You can start writing tests once you insert this call in your code. The test you request is simple:

public static void FormDynamicAnalysis(Form form)
{
   if (form.AcceptButton == null)
   {
      LogDynamicAnalysisError(string.Format(
         "{0}-Accept button not set",
         form.Name));
   }
}

You must resolve a couple of issues before you can create a good dynamic analysis solution. These warnings are important to developers, but you don't want your users to see them, and there's no sense hurting your runtime performance if the checks are slow. You can limit your testing to debug builds by including preprocessing directives:

protected override void OnActivated(EventArgs e)
{
   base.OnActivated(e);
   if (!isLoaded)
   {
#if DEBUG
      DynamicAnalysis.FormStartupDynamicAnalysis(this);

#endif
      isLoaded = true;
   }
}

Of course, it's still possible for code to reset the form property values you've just tested. You can let your testing team repeat these checks at any time by handling an otherwise unused event, such as the form's DoubleClick event. Note that it's slightly more efficient to use the OnXXX methods than the events on the current class:

#if DEBUG
protected override void OnDoubleClick(EventArgs e)
{
   base.OnDoubleClick(e);
   DynamicAnalysis.FormDynamicAnalysis(this);
}
#endif

You need to report any problems to your programmers. You can do this with message boxes, but they annoy other members of your team. TraceSource offers more sophisticated features and using it for dynamic analysis gets you familiar with this important subsystem.

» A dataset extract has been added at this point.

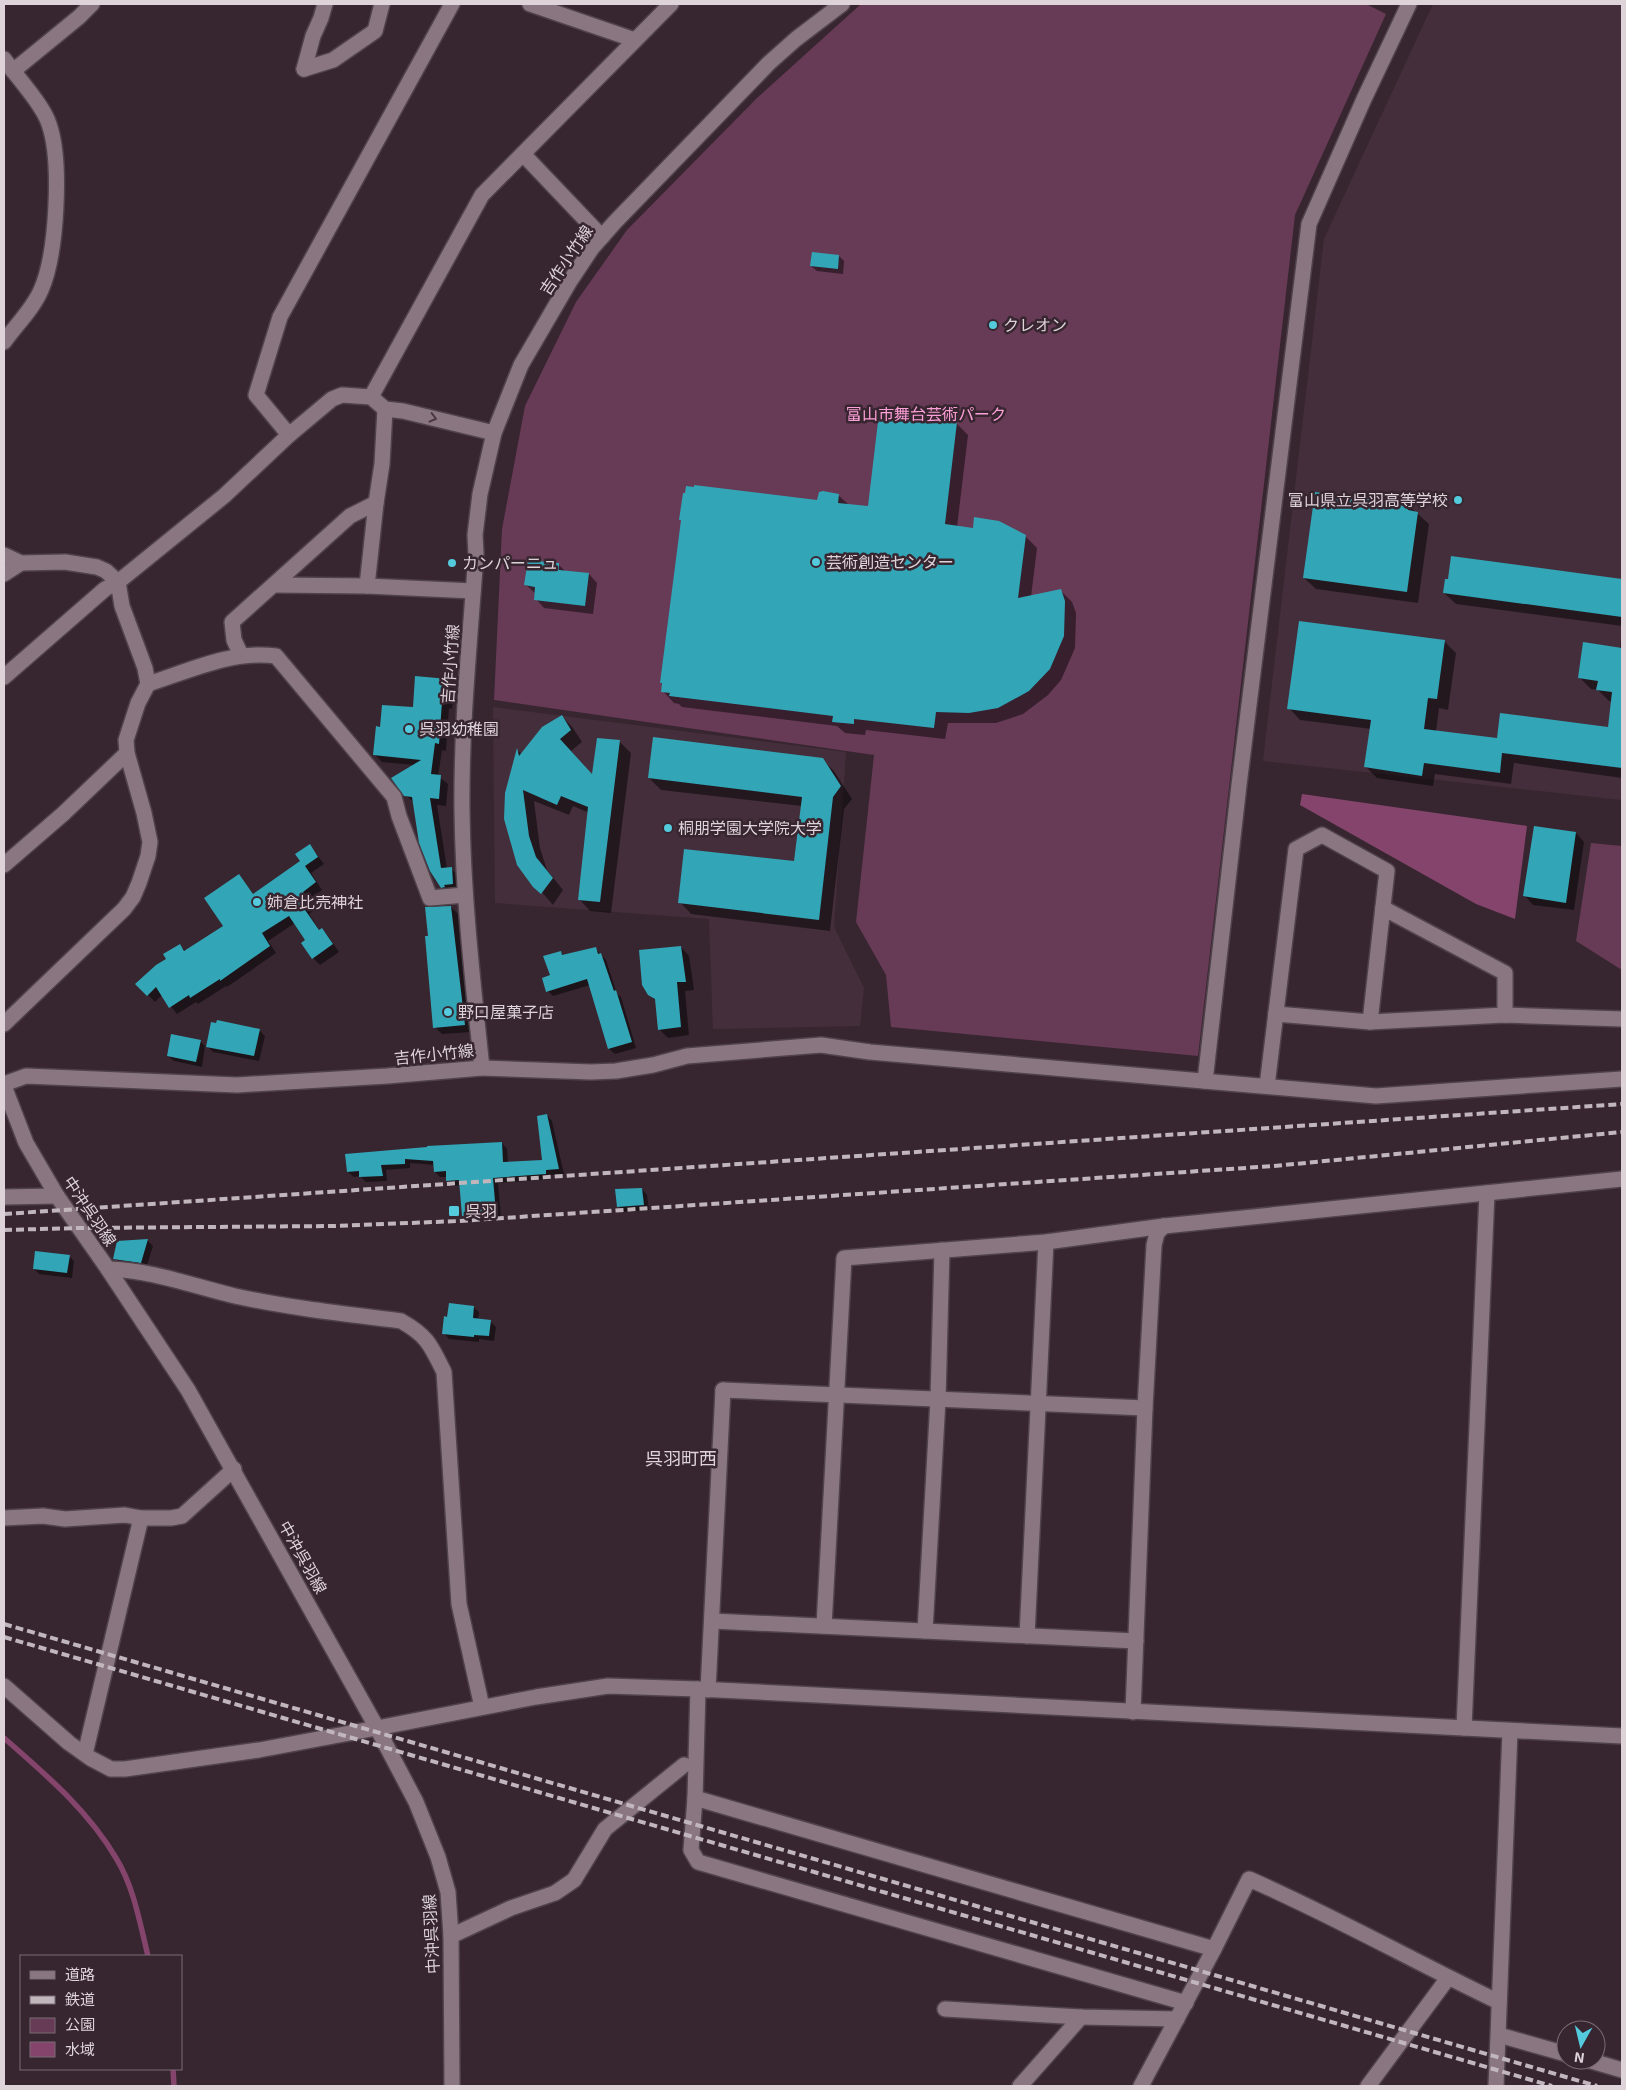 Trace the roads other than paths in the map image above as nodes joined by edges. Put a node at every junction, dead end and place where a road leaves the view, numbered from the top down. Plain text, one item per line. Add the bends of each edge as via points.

The TraceSource class is like a bucket. You create an instance and record logging information:

private static void LogStaticAnalysisError(string message)
{
   if (analysisTraceSource == null)
   {
      analysisTraceSource = 
         new TraceSource(
         "DynamicAnalysisSource");
   }
   analysisTraceSource.TraceEvent(
      TraceEventType.Warning, 
      (int)AnalysisTraceSourceId.VisualError, 
         message);
}

The TraceEvent method records that execution hit this line of code. The TraceEventType sets an overall level for the information, which can be warning, information, error, or any of several other values. The second parameter to this overload is an integer that represents a key to the type of message you're logging. You can create a unique key for every trace call or use an enum to organize messages by category. The final parameter is the message.

This little fragment of code is surprisingly powerful (Listing 2). Configuring the TraceSource object at runtime through app.config lets you fine tune the message response at different times in your application development. You can send this information to a log file or even create a listener that displays a dialog box only to the owner of the form if you are fond of the old style Assert message boxes. The easiest use is to send the information to the console, which C# displays in the Output window or Visual Basic in the Output or Immediate windows.